(Material shown)
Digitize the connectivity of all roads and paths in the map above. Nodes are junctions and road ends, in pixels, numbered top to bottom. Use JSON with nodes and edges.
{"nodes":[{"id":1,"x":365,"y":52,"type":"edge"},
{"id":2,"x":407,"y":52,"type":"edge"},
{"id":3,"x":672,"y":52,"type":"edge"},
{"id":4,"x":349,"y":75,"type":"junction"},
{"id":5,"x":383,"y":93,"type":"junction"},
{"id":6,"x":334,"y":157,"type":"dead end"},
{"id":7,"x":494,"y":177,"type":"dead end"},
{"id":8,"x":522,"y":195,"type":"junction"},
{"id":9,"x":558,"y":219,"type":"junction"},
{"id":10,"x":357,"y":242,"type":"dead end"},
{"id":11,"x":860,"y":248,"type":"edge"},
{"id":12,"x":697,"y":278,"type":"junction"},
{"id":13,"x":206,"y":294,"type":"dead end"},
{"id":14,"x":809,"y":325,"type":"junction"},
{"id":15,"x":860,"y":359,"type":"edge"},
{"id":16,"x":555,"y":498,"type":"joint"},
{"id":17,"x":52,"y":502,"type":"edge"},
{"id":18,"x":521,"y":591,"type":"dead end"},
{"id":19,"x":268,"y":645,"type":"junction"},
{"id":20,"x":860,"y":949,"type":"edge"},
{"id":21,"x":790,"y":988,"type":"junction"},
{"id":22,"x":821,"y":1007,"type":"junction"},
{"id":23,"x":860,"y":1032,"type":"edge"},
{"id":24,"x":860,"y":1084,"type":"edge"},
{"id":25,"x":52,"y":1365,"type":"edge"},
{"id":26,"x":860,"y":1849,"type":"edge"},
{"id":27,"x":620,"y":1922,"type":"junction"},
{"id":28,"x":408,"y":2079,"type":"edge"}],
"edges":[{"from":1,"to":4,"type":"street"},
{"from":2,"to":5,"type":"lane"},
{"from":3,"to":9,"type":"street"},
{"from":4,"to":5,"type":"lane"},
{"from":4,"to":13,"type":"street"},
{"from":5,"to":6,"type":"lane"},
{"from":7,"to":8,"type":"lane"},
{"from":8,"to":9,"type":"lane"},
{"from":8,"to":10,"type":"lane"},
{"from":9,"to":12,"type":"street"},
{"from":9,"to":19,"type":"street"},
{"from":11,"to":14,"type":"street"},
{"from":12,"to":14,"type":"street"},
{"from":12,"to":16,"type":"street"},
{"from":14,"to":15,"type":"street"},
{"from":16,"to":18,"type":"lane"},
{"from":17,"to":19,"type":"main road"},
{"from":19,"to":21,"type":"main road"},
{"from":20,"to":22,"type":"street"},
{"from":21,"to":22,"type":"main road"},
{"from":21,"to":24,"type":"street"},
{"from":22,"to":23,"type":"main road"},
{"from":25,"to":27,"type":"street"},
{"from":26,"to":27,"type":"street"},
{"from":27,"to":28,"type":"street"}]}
(End Material shown)
## Problem to work on
All of the material above must be transcribed exactly, with no line dropped.

## Solution for this task
Digitize the connectivity of all roads and paths in the map above. Nodes are junctions and road ends, in pixels, numbered top to bottom. Use JSON with nodes and edges.
{"nodes":[{"id":1,"x":365,"y":52,"type":"edge"},
{"id":2,"x":407,"y":52,"type":"edge"},
{"id":3,"x":672,"y":52,"type":"edge"},
{"id":4,"x":349,"y":75,"type":"junction"},
{"id":5,"x":383,"y":93,"type":"junction"},
{"id":6,"x":334,"y":157,"type":"dead end"},
{"id":7,"x":494,"y":177,"type":"dead end"},
{"id":8,"x":522,"y":195,"type":"junction"},
{"id":9,"x":558,"y":219,"type":"junction"},
{"id":10,"x":357,"y":242,"type":"dead end"},
{"id":11,"x":860,"y":248,"type":"edge"},
{"id":12,"x":697,"y":278,"type":"junction"},
{"id":13,"x":206,"y":294,"type":"dead end"},
{"id":14,"x":809,"y":325,"type":"junction"},
{"id":15,"x":860,"y":359,"type":"edge"},
{"id":16,"x":555,"y":498,"type":"joint"},
{"id":17,"x":52,"y":502,"type":"edge"},
{"id":18,"x":521,"y":591,"type":"dead end"},
{"id":19,"x":268,"y":645,"type":"junction"},
{"id":20,"x":860,"y":949,"type":"edge"},
{"id":21,"x":790,"y":988,"type":"junction"},
{"id":22,"x":821,"y":1007,"type":"junction"},
{"id":23,"x":860,"y":1032,"type":"edge"},
{"id":24,"x":860,"y":1084,"type":"edge"},
{"id":25,"x":52,"y":1365,"type":"edge"},
{"id":26,"x":860,"y":1849,"type":"edge"},
{"id":27,"x":620,"y":1922,"type":"junction"},
{"id":28,"x":408,"y":2079,"type":"edge"}],
"edges":[{"from":1,"to":4,"type":"street"},
{"from":2,"to":5,"type":"lane"},
{"from":3,"to":9,"type":"street"},
{"from":4,"to":5,"type":"lane"},
{"from":4,"to":13,"type":"street"},
{"from":5,"to":6,"type":"lane"},
{"from":7,"to":8,"type":"lane"},
{"from":8,"to":9,"type":"lane"},
{"from":8,"to":10,"type":"lane"},
{"from":9,"to":12,"type":"street"},
{"from":9,"to":19,"type":"street"},
{"from":11,"to":14,"type":"street"},
{"from":12,"to":14,"type":"street"},
{"from":12,"to":16,"type":"street"},
{"from":14,"to":15,"type":"street"},
{"from":16,"to":18,"type":"lane"},
{"from":17,"to":19,"type":"main road"},
{"from":19,"to":21,"type":"main road"},
{"from":20,"to":22,"type":"street"},
{"from":21,"to":22,"type":"main road"},
{"from":21,"to":24,"type":"street"},
{"from":22,"to":23,"type":"main road"},
{"from":25,"to":27,"type":"street"},
{"from":26,"to":27,"type":"street"},
{"from":27,"to":28,"type":"street"}]}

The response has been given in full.